I’m also not a fan of New Year’s resolutions. Don’t get me wrong, I think having a look at your life and trying to curb your most self-destructive excesses is a fabulous idea, as is setting yourself new challenges and goals. I’m just not sure that the start of January, whilst dealing with the post-Christmas hangover or food haze, is the best time to do it. And don’t get me started on dry-anuary. (Save it for February – that month is much shorter…)
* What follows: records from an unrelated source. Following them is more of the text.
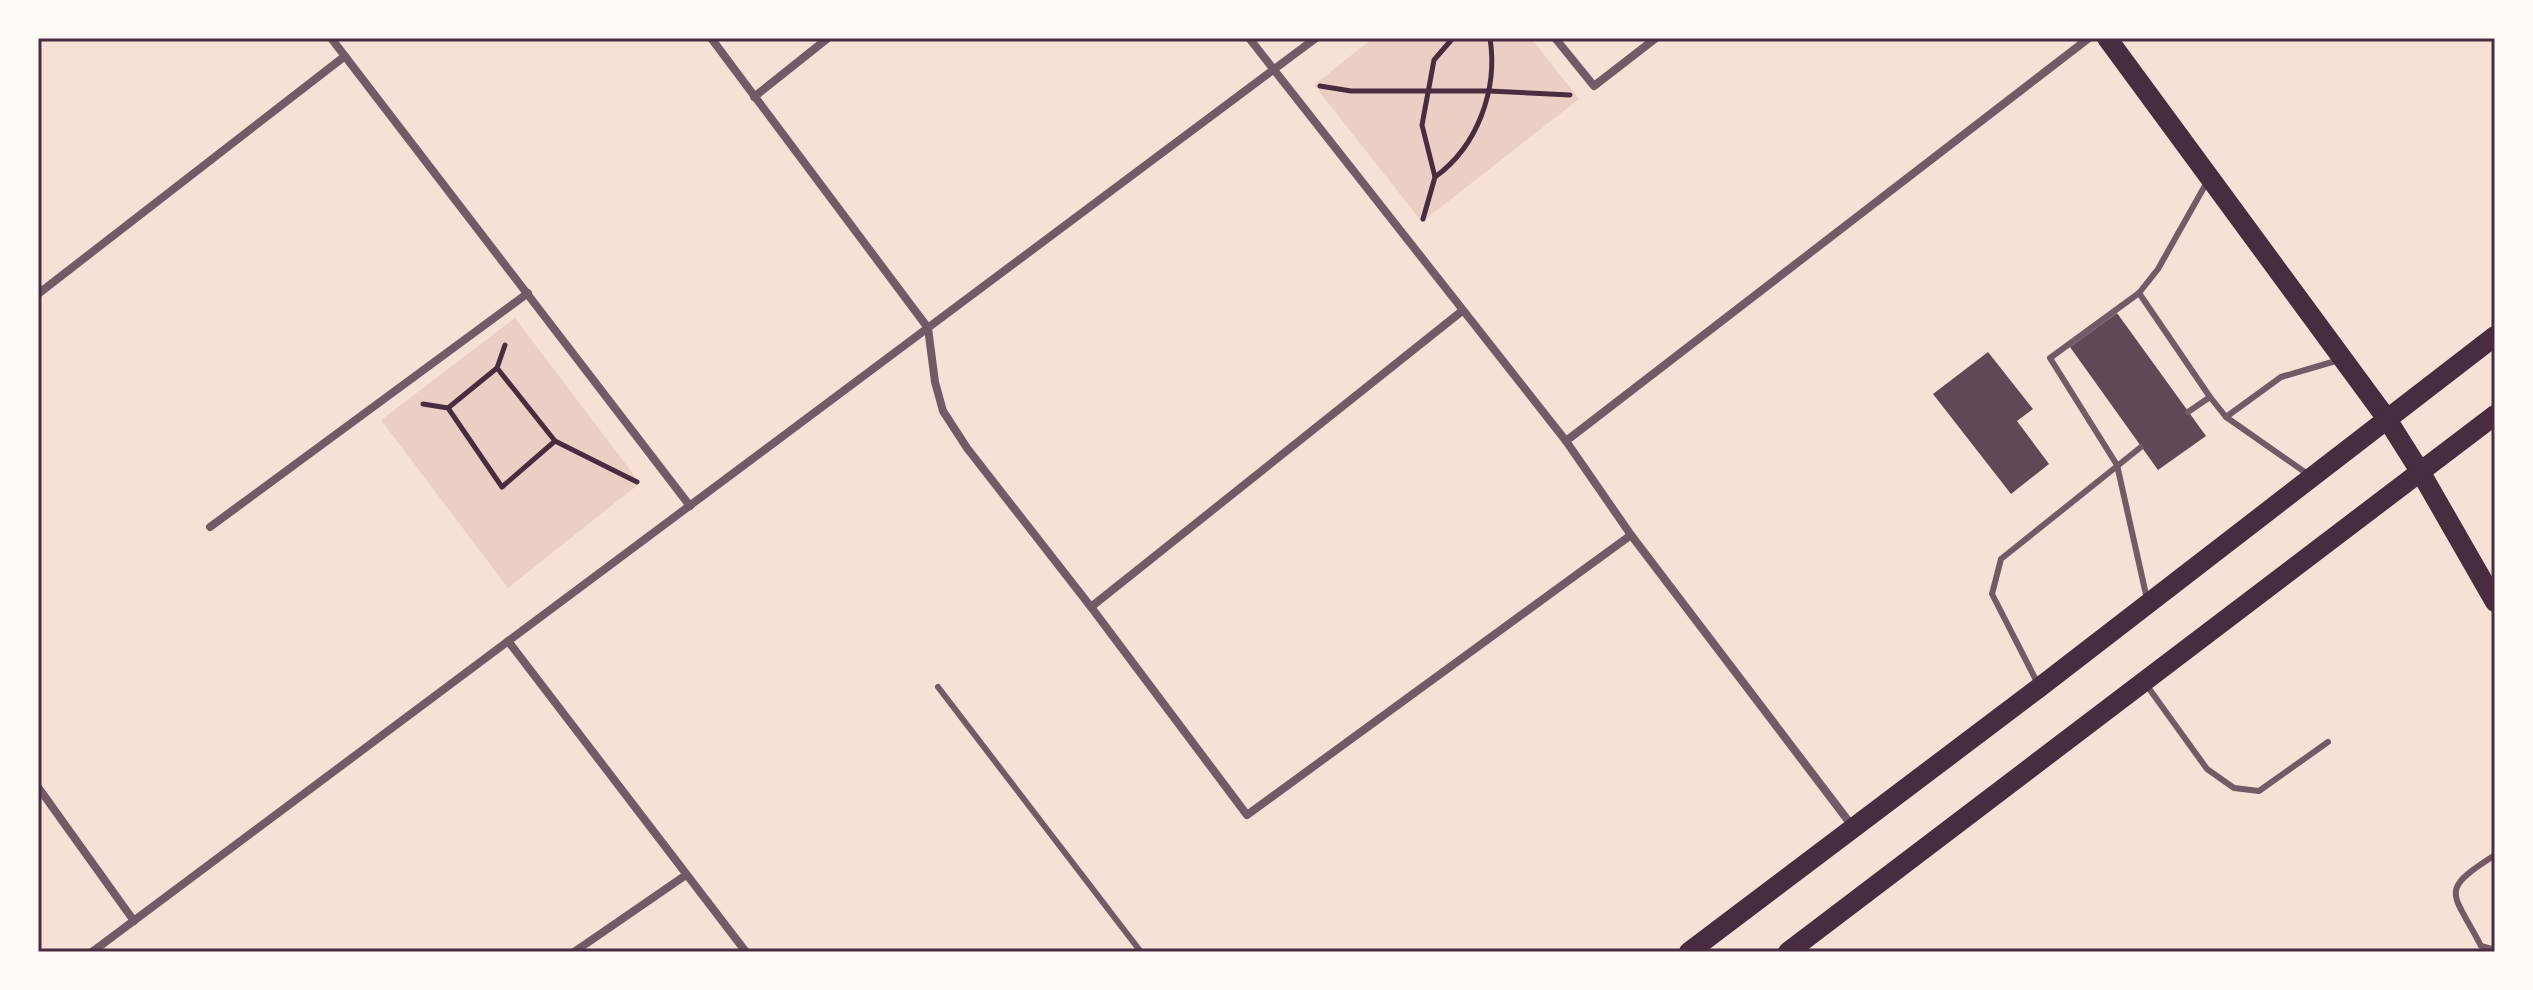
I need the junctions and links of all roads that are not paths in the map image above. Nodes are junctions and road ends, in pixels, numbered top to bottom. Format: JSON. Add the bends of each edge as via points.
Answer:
{"nodes":[{"id":1,"x":331,"y":38,"type":"edge"},
{"id":2,"x":711,"y":38,"type":"edge"},
{"id":3,"x":828,"y":38,"type":"edge"},
{"id":4,"x":1249,"y":38,"type":"edge"},
{"id":5,"x":1316,"y":38,"type":"edge"},
{"id":6,"x":1555,"y":38,"type":"edge"},
{"id":7,"x":1656,"y":38,"type":"edge"},
{"id":8,"x":2089,"y":38,"type":"edge"},
{"id":9,"x":2107,"y":38,"type":"edge"},
{"id":10,"x":345,"y":56,"type":"junction"},
{"id":11,"x":1274,"y":70,"type":"junction"},
{"id":12,"x":754,"y":97,"type":"junction"},
{"id":13,"x":2210,"y":177,"type":"junction"},
{"id":14,"x":528,"y":293,"type":"junction"},
{"id":15,"x":2139,"y":293,"type":"junction"},
{"id":16,"x":38,"y":294,"type":"edge"},
{"id":17,"x":1462,"y":311,"type":"junction"},
{"id":18,"x":928,"y":328,"type":"junction"},
{"id":19,"x":2495,"y":336,"type":"edge"},
{"id":20,"x":2344,"y":359,"type":"junction"},
{"id":21,"x":2210,"y":397,"type":"junction"},
{"id":22,"x":2188,"y":412,"type":"dead end"},
{"id":23,"x":2495,"y":415,"type":"edge"},
{"id":24,"x":2226,"y":417,"type":"junction"},
{"id":25,"x":2387,"y":419,"type":"junction"},
{"id":26,"x":1566,"y":441,"type":"junction"},
{"id":27,"x":2141,"y":447,"type":"dead end"},
{"id":28,"x":2117,"y":465,"type":"junction"},
{"id":29,"x":2421,"y":473,"type":"junction"},
{"id":30,"x":2312,"y":477,"type":"junction"},
{"id":31,"x":690,"y":506,"type":"junction"},
{"id":32,"x":210,"y":527,"type":"dead end"},
{"id":33,"x":1631,"y":535,"type":"junction"},
{"id":34,"x":2495,"y":602,"type":"edge"},
{"id":35,"x":2148,"y":603,"type":"junction"},
{"id":36,"x":1091,"y":607,"type":"junction"},
{"id":37,"x":508,"y":641,"type":"junction"},
{"id":38,"x":2143,"y":680,"type":"junction"},
{"id":39,"x":938,"y":687,"type":"dead end"},
{"id":40,"x":2040,"y":687,"type":"junction"},
{"id":41,"x":2328,"y":742,"type":"dead end"},
{"id":42,"x":38,"y":787,"type":"edge"},
{"id":43,"x":1853,"y":827,"type":"junction"},
{"id":44,"x":2495,"y":855,"type":"edge"},
{"id":45,"x":686,"y":875,"type":"junction"},
{"id":46,"x":134,"y":921,"type":"junction"},
{"id":47,"x":2495,"y":950,"type":"edge"},
{"id":48,"x":92,"y":952,"type":"edge"},
{"id":49,"x":574,"y":952,"type":"edge"},
{"id":50,"x":746,"y":952,"type":"edge"},
{"id":51,"x":1141,"y":952,"type":"edge"},
{"id":52,"x":1689,"y":952,"type":"edge"},
{"id":53,"x":1788,"y":952,"type":"edge"}],
"edges":[{"from":1,"to":10,"type":"street"},
{"from":2,"to":12,"type":"street"},
{"from":3,"to":12,"type":"street"},
{"from":4,"to":11,"type":"street"},
{"from":5,"to":11,"type":"street"},
{"from":6,"to":7,"type":"street","via":[[1594,86]]},
{"from":8,"to":26,"type":"street"},
{"from":9,"to":13,"type":"main road"},
{"from":10,"to":14,"type":"street"},
{"from":10,"to":16,"type":"street"},
{"from":11,"to":17,"type":"street"},
{"from":11,"to":18,"type":"street"},
{"from":12,"to":18,"type":"street"},
{"from":13,"to":15,"type":"lane"},
{"from":13,"to":20,"type":"main road"},
{"from":14,"to":31,"type":"street"},
{"from":14,"to":32,"type":"street"},
{"from":15,"to":21,"type":"lane"},
{"from":15,"to":28,"type":"lane","via":[[2050,358]]},
{"from":17,"to":26,"type":"street"},
{"from":17,"to":36,"type":"street"},
{"from":18,"to":31,"type":"street"},
{"from":18,"to":36,"type":"street","via":[[943,411]]},
{"from":19,"to":25,"type":"main road"},
{"from":20,"to":24,"type":"lane","via":[[2281,377]]},
{"from":20,"to":25,"type":"main road"},
{"from":21,"to":22,"type":"lane"},
{"from":21,"to":24,"type":"lane"},
{"from":23,"to":29,"type":"main road"},
{"from":24,"to":30,"type":"lane"},
{"from":25,"to":29,"type":"main road"},
{"from":25,"to":30,"type":"main road"},
{"from":26,"to":33,"type":"street"},
{"from":27,"to":28,"type":"lane"},
{"from":28,"to":35,"type":"lane"},
{"from":28,"to":40,"type":"lane","via":[[2001,559],[1992,594]]},
{"from":29,"to":34,"type":"main road"},
{"from":29,"to":38,"type":"main road"},
{"from":30,"to":35,"type":"main road"},
{"from":31,"to":37,"type":"street"},
{"from":33,"to":36,"type":"street","via":[[1247,815]]},
{"from":33,"to":43,"type":"street"},
{"from":35,"to":40,"type":"main road"},
{"from":37,"to":45,"type":"street"},
{"from":37,"to":46,"type":"street"},
{"from":38,"to":41,"type":"lane","via":[[2207,769],[2234,788],[2259,791]]},
{"from":38,"to":53,"type":"main road"},
{"from":39,"to":51,"type":"lane"},
{"from":40,"to":43,"type":"main road"},
{"from":42,"to":46,"type":"street"},
{"from":43,"to":52,"type":"main road"},
{"from":44,"to":47,"type":"lane","via":[[2465,873],[2454,894],[2481,946]]},
{"from":45,"to":49,"type":"street"},
{"from":45,"to":50,"type":"street"},
{"from":46,"to":48,"type":"street"}]}
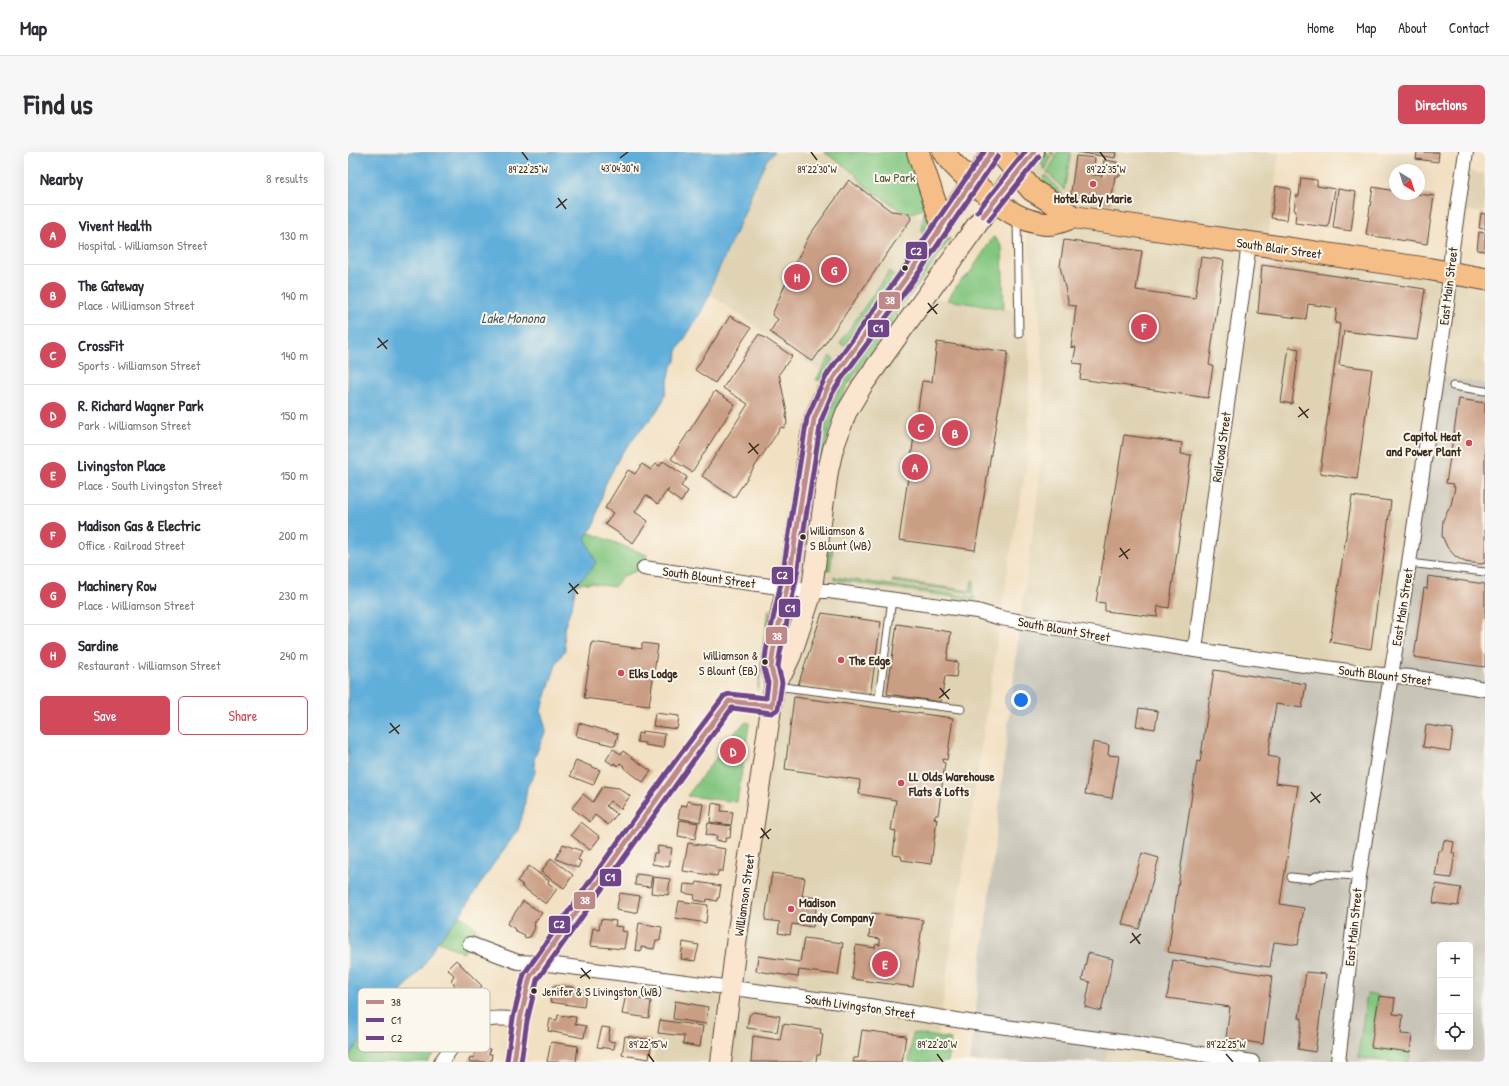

And, at first, the garden seems to also suffer from this lack of anything exciting or fun. Everything is dead, frozen or a muddy waste pit. It’s not like the spring and summer season, where you can have the joy of eating something that you have grown yourself. (I’m sure that there are plenty of gardeners who, with the use of greenhouses and, well, knowledge, are capable of stretching out their growing season for many months. I have neither one of the aforementioned things. I’m eating stuff from about May to October, that’s it.)
But I have decided to put a brave face on, and go and tackle the many areas of my garden that need cutting back, pruning, weeding or just generally digging up and burning. It is hard, physical work, and my chocolate-filled body is not really up for such a workout, but it is cheaper (and less embarrassing) than the gym. I’ve also decided to look at it like I’m scrubbing the kitchen or bathroom. It’s dirty, icky, and you know that no one will notice the fact that you’ve scrubbed out the bottom of the pan drawer, but somehow, it makes you feel better. Cleansed. Without having to start drinking weird shakes with kale in them. (why? Just why?)
And also, if I cut back enough of the dead stuff, I may have the beginnings of a bonfire. And I can reminisce about Autumn and the bright lights of November and December whilst I sit and sulk. Still two months of winter to go. Bleugh.